*TRY IT*. Copy all lines of the listing that include the string "nodes".

*DATA EXTRACTS*.
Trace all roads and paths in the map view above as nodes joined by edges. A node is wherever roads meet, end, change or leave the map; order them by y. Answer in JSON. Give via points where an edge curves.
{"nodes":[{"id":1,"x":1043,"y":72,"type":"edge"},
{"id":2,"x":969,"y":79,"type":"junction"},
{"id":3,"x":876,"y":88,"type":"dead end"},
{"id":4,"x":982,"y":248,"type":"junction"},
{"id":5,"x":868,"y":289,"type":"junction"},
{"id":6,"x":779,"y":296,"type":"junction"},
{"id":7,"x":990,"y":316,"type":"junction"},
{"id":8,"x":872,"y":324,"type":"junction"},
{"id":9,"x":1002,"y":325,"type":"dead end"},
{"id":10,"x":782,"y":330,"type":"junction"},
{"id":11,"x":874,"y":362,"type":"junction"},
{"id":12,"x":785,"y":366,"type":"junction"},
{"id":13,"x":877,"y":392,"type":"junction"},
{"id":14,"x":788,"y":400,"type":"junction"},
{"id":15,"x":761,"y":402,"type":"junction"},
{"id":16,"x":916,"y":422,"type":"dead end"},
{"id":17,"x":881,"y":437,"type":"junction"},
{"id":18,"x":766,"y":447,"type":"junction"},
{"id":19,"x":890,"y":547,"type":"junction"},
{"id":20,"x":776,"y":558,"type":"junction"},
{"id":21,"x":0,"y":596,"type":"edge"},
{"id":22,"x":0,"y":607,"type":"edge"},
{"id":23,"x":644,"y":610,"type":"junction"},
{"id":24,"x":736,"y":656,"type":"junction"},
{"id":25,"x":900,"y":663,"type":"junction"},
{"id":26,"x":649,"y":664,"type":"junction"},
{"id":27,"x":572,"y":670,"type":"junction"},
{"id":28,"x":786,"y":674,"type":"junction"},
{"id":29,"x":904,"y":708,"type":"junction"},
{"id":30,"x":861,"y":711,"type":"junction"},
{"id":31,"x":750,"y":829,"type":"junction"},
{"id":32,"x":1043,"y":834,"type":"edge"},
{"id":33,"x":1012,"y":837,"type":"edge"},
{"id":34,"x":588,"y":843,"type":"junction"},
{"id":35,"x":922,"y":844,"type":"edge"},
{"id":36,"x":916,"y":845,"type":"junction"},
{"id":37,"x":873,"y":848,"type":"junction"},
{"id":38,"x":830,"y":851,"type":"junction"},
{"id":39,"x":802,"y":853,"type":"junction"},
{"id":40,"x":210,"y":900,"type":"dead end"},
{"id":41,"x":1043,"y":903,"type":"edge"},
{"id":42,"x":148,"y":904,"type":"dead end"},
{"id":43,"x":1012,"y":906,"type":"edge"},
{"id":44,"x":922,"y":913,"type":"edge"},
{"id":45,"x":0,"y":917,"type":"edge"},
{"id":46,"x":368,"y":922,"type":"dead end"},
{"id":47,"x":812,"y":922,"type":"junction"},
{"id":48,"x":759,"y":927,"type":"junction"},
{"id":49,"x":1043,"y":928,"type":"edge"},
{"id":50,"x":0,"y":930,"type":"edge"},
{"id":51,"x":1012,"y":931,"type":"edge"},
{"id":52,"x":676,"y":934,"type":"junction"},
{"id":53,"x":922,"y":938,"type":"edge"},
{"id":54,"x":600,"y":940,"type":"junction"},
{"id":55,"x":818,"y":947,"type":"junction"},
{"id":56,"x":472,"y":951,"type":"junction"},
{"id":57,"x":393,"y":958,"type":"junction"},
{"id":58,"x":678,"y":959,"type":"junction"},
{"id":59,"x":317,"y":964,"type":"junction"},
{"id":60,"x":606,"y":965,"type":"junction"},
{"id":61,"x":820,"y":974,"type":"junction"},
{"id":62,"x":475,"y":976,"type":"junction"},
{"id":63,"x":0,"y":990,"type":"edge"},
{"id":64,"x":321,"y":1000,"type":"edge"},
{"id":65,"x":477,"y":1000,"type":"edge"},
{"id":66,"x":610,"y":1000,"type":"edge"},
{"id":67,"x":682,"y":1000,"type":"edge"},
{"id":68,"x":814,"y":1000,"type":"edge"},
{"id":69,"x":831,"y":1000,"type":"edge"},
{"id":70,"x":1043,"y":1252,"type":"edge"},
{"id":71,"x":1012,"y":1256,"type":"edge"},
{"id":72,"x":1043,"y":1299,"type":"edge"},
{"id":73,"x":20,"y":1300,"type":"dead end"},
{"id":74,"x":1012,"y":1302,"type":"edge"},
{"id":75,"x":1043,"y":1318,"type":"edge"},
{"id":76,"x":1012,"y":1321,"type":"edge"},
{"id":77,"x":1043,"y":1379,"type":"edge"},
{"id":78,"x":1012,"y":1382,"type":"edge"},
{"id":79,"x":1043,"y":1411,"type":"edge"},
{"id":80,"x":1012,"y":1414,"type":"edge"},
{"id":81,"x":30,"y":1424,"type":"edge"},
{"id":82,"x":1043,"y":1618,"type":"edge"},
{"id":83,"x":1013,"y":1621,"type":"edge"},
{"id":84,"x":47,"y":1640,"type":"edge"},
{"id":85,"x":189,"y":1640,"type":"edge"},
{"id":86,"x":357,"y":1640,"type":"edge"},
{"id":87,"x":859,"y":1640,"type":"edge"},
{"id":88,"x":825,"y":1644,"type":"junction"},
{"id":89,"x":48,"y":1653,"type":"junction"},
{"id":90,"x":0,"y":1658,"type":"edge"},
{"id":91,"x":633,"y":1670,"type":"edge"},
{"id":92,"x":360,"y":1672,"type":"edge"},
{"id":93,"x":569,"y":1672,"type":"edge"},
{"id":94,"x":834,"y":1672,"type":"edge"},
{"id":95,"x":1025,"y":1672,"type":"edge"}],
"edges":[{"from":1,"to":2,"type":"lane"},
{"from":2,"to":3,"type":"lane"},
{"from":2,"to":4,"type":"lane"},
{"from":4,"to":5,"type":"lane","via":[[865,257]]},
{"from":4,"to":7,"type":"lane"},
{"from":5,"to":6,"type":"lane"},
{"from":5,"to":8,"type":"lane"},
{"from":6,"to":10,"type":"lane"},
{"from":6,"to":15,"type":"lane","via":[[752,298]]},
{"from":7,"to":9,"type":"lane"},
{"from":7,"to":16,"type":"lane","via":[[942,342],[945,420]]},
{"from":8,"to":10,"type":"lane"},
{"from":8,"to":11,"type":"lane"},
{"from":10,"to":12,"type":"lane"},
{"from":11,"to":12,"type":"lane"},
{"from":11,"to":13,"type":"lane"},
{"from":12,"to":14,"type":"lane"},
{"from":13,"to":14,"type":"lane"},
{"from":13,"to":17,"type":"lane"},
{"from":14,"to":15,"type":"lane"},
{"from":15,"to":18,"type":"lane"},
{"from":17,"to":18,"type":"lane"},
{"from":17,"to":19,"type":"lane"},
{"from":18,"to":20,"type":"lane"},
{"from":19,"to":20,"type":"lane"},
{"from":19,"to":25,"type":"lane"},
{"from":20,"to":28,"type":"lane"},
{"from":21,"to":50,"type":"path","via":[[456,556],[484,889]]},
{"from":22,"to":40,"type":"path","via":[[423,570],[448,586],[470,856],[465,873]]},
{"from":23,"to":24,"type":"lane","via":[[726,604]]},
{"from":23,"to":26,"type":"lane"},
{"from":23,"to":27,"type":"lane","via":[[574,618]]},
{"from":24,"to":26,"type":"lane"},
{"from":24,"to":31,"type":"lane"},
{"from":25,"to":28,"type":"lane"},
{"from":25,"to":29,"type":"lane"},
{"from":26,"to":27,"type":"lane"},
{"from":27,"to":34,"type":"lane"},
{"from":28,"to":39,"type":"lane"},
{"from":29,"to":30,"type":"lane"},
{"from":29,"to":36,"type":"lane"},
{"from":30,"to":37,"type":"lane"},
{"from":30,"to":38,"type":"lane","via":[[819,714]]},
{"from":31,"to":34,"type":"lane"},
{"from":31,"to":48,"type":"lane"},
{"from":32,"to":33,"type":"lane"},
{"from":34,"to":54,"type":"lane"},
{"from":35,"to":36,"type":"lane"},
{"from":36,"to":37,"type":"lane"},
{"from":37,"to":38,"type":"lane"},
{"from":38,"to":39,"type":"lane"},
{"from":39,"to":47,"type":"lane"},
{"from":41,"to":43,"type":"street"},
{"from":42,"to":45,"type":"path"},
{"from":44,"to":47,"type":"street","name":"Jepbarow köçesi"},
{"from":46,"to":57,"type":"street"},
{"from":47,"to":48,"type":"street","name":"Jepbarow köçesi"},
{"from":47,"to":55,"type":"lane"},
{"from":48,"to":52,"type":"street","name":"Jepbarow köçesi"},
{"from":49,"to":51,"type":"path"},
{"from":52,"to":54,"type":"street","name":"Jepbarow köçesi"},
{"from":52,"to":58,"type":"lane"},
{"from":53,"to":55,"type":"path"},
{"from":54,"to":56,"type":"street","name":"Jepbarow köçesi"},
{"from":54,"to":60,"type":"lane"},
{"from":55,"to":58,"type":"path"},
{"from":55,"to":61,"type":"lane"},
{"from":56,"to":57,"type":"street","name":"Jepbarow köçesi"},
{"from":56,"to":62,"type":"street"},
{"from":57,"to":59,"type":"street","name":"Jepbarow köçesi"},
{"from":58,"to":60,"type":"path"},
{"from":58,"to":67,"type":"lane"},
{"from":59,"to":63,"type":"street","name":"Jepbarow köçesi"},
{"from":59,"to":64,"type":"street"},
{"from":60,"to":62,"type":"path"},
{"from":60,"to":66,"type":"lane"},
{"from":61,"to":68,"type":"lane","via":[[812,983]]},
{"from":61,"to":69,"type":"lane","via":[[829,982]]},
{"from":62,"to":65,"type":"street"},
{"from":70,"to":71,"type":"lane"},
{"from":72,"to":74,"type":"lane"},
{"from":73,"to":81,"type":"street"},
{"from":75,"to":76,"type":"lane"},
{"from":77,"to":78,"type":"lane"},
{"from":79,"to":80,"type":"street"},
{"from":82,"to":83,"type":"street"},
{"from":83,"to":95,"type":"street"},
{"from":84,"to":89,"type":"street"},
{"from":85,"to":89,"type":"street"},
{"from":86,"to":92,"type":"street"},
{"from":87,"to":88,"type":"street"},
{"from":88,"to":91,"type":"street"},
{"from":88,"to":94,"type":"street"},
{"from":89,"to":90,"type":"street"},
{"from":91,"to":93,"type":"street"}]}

*SOLVED PROBLEM*.
Trace all roads and paths in the map view above as nodes joined by edges. A node is wherever roads meet, end, change or leave the map; order them by y. Answer in JSON. Give via points where an edge curves.
{"nodes":[{"id":1,"x":1043,"y":72,"type":"edge"},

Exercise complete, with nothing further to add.